Exercise materials »
--------------------

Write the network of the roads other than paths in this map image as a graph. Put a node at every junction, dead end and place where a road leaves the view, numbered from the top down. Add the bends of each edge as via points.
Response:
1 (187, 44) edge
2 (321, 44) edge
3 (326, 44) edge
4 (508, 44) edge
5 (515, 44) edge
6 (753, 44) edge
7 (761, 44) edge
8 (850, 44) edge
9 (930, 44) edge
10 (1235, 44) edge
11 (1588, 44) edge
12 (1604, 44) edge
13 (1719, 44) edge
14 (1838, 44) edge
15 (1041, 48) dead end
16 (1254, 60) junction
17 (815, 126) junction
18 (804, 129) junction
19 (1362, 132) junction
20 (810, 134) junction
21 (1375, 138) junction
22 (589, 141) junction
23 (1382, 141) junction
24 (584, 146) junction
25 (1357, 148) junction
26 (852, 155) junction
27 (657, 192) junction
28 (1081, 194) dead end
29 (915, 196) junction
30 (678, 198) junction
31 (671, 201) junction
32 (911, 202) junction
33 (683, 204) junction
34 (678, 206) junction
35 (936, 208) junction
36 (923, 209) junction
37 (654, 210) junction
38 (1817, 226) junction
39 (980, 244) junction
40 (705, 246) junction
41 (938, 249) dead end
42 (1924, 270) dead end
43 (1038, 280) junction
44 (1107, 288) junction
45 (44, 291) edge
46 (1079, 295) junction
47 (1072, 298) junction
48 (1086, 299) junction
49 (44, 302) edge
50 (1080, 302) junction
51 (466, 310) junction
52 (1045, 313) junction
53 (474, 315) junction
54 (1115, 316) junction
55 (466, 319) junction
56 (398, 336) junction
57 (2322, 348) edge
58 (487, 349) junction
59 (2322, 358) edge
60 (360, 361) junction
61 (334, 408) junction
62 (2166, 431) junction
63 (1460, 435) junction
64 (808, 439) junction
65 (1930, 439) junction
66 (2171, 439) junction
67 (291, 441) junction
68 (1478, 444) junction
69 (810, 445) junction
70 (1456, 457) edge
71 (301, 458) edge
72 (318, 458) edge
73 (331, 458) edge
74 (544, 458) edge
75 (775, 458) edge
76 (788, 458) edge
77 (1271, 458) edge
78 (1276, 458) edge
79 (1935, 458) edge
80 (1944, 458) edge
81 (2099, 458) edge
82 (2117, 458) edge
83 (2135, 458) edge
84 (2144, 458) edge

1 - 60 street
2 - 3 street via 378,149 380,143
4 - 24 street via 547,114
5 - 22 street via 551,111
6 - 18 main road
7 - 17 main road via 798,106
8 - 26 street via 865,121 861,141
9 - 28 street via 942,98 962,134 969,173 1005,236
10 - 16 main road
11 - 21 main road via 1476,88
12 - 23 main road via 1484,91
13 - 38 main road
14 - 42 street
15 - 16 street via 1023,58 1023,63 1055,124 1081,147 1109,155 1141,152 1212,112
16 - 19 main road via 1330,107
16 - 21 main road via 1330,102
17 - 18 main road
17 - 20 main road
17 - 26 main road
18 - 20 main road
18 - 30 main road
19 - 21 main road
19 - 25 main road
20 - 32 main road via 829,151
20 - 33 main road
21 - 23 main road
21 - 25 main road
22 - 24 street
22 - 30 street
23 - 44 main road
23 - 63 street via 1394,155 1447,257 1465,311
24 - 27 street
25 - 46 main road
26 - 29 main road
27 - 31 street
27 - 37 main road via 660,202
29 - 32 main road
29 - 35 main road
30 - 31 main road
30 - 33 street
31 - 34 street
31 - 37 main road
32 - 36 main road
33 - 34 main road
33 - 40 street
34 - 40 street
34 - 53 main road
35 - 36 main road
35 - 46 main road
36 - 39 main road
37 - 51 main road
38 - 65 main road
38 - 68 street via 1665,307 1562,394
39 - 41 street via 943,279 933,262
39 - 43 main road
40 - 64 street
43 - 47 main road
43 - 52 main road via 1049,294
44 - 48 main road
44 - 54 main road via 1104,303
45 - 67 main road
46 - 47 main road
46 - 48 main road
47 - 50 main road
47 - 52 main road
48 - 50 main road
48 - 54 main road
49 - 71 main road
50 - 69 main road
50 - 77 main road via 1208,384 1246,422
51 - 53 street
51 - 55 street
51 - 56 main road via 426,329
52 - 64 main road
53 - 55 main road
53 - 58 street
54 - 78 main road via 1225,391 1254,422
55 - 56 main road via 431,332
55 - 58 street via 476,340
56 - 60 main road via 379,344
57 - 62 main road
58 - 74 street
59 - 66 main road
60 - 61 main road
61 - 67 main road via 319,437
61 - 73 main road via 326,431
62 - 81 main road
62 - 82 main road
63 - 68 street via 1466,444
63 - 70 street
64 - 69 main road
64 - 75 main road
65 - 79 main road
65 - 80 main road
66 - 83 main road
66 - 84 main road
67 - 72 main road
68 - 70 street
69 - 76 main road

--------------------

Your goal » Could you reproduce every record above exactly as it appears?

Solution below »
Write the network of the roads other than paths in this map image as a graph. Put a node at every junction, dead end and place where a road leaves the view, numbered from the top down. Add the bends of each edge as via points.
Response:
1 (187, 44) edge
2 (321, 44) edge
3 (326, 44) edge
4 (508, 44) edge
5 (515, 44) edge
6 (753, 44) edge
7 (761, 44) edge
8 (850, 44) edge
9 (930, 44) edge
10 (1235, 44) edge
11 (1588, 44) edge
12 (1604, 44) edge
13 (1719, 44) edge
14 (1838, 44) edge
15 (1041, 48) dead end
16 (1254, 60) junction
17 (815, 126) junction
18 (804, 129) junction
19 (1362, 132) junction
20 (810, 134) junction
21 (1375, 138) junction
22 (589, 141) junction
23 (1382, 141) junction
24 (584, 146) junction
25 (1357, 148) junction
26 (852, 155) junction
27 (657, 192) junction
28 (1081, 194) dead end
29 (915, 196) junction
30 (678, 198) junction
31 (671, 201) junction
32 (911, 202) junction
33 (683, 204) junction
34 (678, 206) junction
35 (936, 208) junction
36 (923, 209) junction
37 (654, 210) junction
38 (1817, 226) junction
39 (980, 244) junction
40 (705, 246) junction
41 (938, 249) dead end
42 (1924, 270) dead end
43 (1038, 280) junction
44 (1107, 288) junction
45 (44, 291) edge
46 (1079, 295) junction
47 (1072, 298) junction
48 (1086, 299) junction
49 (44, 302) edge
50 (1080, 302) junction
51 (466, 310) junction
52 (1045, 313) junction
53 (474, 315) junction
54 (1115, 316) junction
55 (466, 319) junction
56 (398, 336) junction
57 (2322, 348) edge
58 (487, 349) junction
59 (2322, 358) edge
60 (360, 361) junction
61 (334, 408) junction
62 (2166, 431) junction
63 (1460, 435) junction
64 (808, 439) junction
65 (1930, 439) junction
66 (2171, 439) junction
67 (291, 441) junction
68 (1478, 444) junction
69 (810, 445) junction
70 (1456, 457) edge
71 (301, 458) edge
72 (318, 458) edge
73 (331, 458) edge
74 (544, 458) edge
75 (775, 458) edge
76 (788, 458) edge
77 (1271, 458) edge
78 (1276, 458) edge
79 (1935, 458) edge
80 (1944, 458) edge
81 (2099, 458) edge
82 (2117, 458) edge
83 (2135, 458) edge
84 (2144, 458) edge

1 - 60 street
2 - 3 street via 378,149 380,143
4 - 24 street via 547,114
5 - 22 street via 551,111
6 - 18 main road
7 - 17 main road via 798,106
8 - 26 street via 865,121 861,141
9 - 28 street via 942,98 962,134 969,173 1005,236
10 - 16 main road
11 - 21 main road via 1476,88
12 - 23 main road via 1484,91
13 - 38 main road
14 - 42 street
15 - 16 street via 1023,58 1023,63 1055,124 1081,147 1109,155 1141,152 1212,112
16 - 19 main road via 1330,107
16 - 21 main road via 1330,102
17 - 18 main road
17 - 20 main road
17 - 26 main road
18 - 20 main road
18 - 30 main road
19 - 21 main road
19 - 25 main road
20 - 32 main road via 829,151
20 - 33 main road
21 - 23 main road
21 - 25 main road
22 - 24 street
22 - 30 street
23 - 44 main road
23 - 63 street via 1394,155 1447,257 1465,311
24 - 27 street
25 - 46 main road
26 - 29 main road
27 - 31 street
27 - 37 main road via 660,202
29 - 32 main road
29 - 35 main road
30 - 31 main road
30 - 33 street
31 - 34 street
31 - 37 main road
32 - 36 main road
33 - 34 main road
33 - 40 street
34 - 40 street
34 - 53 main road
35 - 36 main road
35 - 46 main road
36 - 39 main road
37 - 51 main road
38 - 65 main road
38 - 68 street via 1665,307 1562,394
39 - 41 street via 943,279 933,262
39 - 43 main road
40 - 64 street
43 - 47 main road
43 - 52 main road via 1049,294
44 - 48 main road
44 - 54 main road via 1104,303
45 - 67 main road
46 - 47 main road
46 - 48 main road
47 - 50 main road
47 - 52 main road
48 - 50 main road
48 - 54 main road
49 - 71 main road
50 - 69 main road
50 - 77 main road via 1208,384 1246,422
51 - 53 street
51 - 55 street
51 - 56 main road via 426,329
52 - 64 main road
53 - 55 main road
53 - 58 street
54 - 78 main road via 1225,391 1254,422
55 - 56 main road via 431,332
55 - 58 street via 476,340
56 - 60 main road via 379,344
57 - 62 main road
58 - 74 street
59 - 66 main road
60 - 61 main road
61 - 67 main road via 319,437
61 - 73 main road via 326,431
62 - 81 main road
62 - 82 main road
63 - 68 street via 1466,444
63 - 70 street
64 - 69 main road
64 - 75 main road
65 - 79 main road
65 - 80 main road
66 - 83 main road
66 - 84 main road
67 - 72 main road
68 - 70 street
69 - 76 main road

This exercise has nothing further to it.